AMD Opteron Processor 6276 - 11 secs
Intel Xeon XPU E7 - 4850 - 7 secs
Code is complied for x86 and using .NET framework 4.0.
-Clock speeds between both is similar and in fact PassMark benchmarks gives highesr scores for AMD.
-Have tried this on other AMD servers in the farm and the times are slower.
-Even my local I7 machines runs the code faster.
Fibonnacci code:
class Program
{
static void Main(string[] args)
{
const int ITERATIONS = 10000;
const int FIBONACCI = 100000;
var watch = new Stopwatch();
watch.Start();
DoFibonnacci(ITERATIONS, FIBONACCI);
watch.Stop();
Console.WriteLine("Total fibonacci time: {0}ms", watch.ElapsedMilliseconds);
Console.ReadLine();
}
private static void DoFibonnacci(int ITERATIONS, int FIBONACCI)
{
for (int i = 0; i < ITERATIONS; i++)
{
Fibonacci(FIBONACCI);
}
}
private static int Fibonacci(int x)
{
var previousValue = -1;
var currentResult = 1;
for (var i = 0; i <= x; ++i)
{
var sum = currentResult + previousValue;
previousValue = currentResult;
currentResult = sum;
}
return currentResult;
}
}
Any ideas on what maybe going on?
As we've established in the comments, you can workaround this performance bash by pinning the process to a specific processor on the AMD Opteron machines.
Kindled by this not-really-on-topic question I decided to have a look at possible scenarios where single core pinning would make such a difference (from 11 to 7 seconds seems a bit extreme).
The most plausible answer is not that revolutionary:
The AMD Opteron series employ HyperTransport in a so-called NUMA architecture, instead of a traditional FSB as you would find on Intel's SMP CPU's (Xeon 4850 included)
My guess is that this symptom stems from the fact that individual nodes in a NUMA architecture has individual cache, as opposed to the Intel CPU, in which the processor cache is shared.
In other words, when consecutive computations shift between nodes on the Opteron, the cache is flushed, whereas balancing between processors in an SMP architecture like the Xeon 4850 has no such impact since the cache is shared.
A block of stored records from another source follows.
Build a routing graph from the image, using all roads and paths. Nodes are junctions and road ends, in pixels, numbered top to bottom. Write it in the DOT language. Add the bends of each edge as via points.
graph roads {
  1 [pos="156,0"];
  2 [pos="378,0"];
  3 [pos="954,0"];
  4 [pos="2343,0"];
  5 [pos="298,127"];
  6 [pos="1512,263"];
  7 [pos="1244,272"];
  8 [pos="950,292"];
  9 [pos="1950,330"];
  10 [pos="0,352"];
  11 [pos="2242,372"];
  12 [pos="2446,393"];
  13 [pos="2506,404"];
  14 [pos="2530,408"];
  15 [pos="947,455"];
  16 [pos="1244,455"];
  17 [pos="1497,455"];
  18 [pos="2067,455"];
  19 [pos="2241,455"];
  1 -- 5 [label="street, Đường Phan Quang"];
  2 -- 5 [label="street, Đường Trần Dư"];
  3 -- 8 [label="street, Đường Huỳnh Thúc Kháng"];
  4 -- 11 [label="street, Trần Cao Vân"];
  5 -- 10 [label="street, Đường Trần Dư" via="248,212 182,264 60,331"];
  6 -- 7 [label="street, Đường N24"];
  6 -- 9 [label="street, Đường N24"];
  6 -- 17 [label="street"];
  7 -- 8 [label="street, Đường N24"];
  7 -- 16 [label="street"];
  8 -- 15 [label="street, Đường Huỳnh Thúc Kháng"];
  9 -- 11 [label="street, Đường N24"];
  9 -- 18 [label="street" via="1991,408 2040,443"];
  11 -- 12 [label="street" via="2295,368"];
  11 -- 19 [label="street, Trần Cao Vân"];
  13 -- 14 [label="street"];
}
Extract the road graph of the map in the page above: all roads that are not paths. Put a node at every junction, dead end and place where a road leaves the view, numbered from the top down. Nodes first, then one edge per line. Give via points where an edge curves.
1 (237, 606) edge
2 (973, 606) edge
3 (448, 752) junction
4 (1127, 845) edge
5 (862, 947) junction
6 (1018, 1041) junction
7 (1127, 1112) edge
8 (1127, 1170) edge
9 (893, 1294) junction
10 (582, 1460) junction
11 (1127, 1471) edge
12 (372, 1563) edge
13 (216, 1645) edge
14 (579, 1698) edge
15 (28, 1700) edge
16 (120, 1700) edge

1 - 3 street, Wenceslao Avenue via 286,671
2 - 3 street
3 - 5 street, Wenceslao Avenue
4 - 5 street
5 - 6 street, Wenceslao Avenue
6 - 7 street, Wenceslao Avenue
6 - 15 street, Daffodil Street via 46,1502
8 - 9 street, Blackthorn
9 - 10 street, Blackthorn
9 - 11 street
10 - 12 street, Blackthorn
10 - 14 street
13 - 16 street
Setting affinity in .NET is pretty easy, just pick a processor (let's just take the first one for simplicity):
static void Main(string[] args)
{
Console.WriteLine(Environment.ProcessorCount);
Console.Read();
//An AffinityMask of 0x0001 will make sure the process is always pinned to processer 0
Process thisProcess = Process.GetCurrentProcess();
thisProcess.ProcessorAffinity = (IntPtr)0x0001;
const int ITERATIONS = 10000;
const int FIBONACCI = 100000;
var watch = new Stopwatch();
watch.Start();
DoFibonnacci(ITERATIONS, FIBONACCI);
watch.Stop();
Console.WriteLine("Total fibonacci time: {0}ms", watch.ElapsedMilliseconds);
Console.ReadLine();
}
Although I'm pretty sure this is not very smart in a NUMA environment.
Windows 2008 R2 has some cool native NUMA functionality, and I found a promissing codeplex project with a .NET wrapper for this as well: http://multiproc.codeplex.com/
I'm in no way near qualified to teach you how to utilize this technology, but this should point you in the right direction.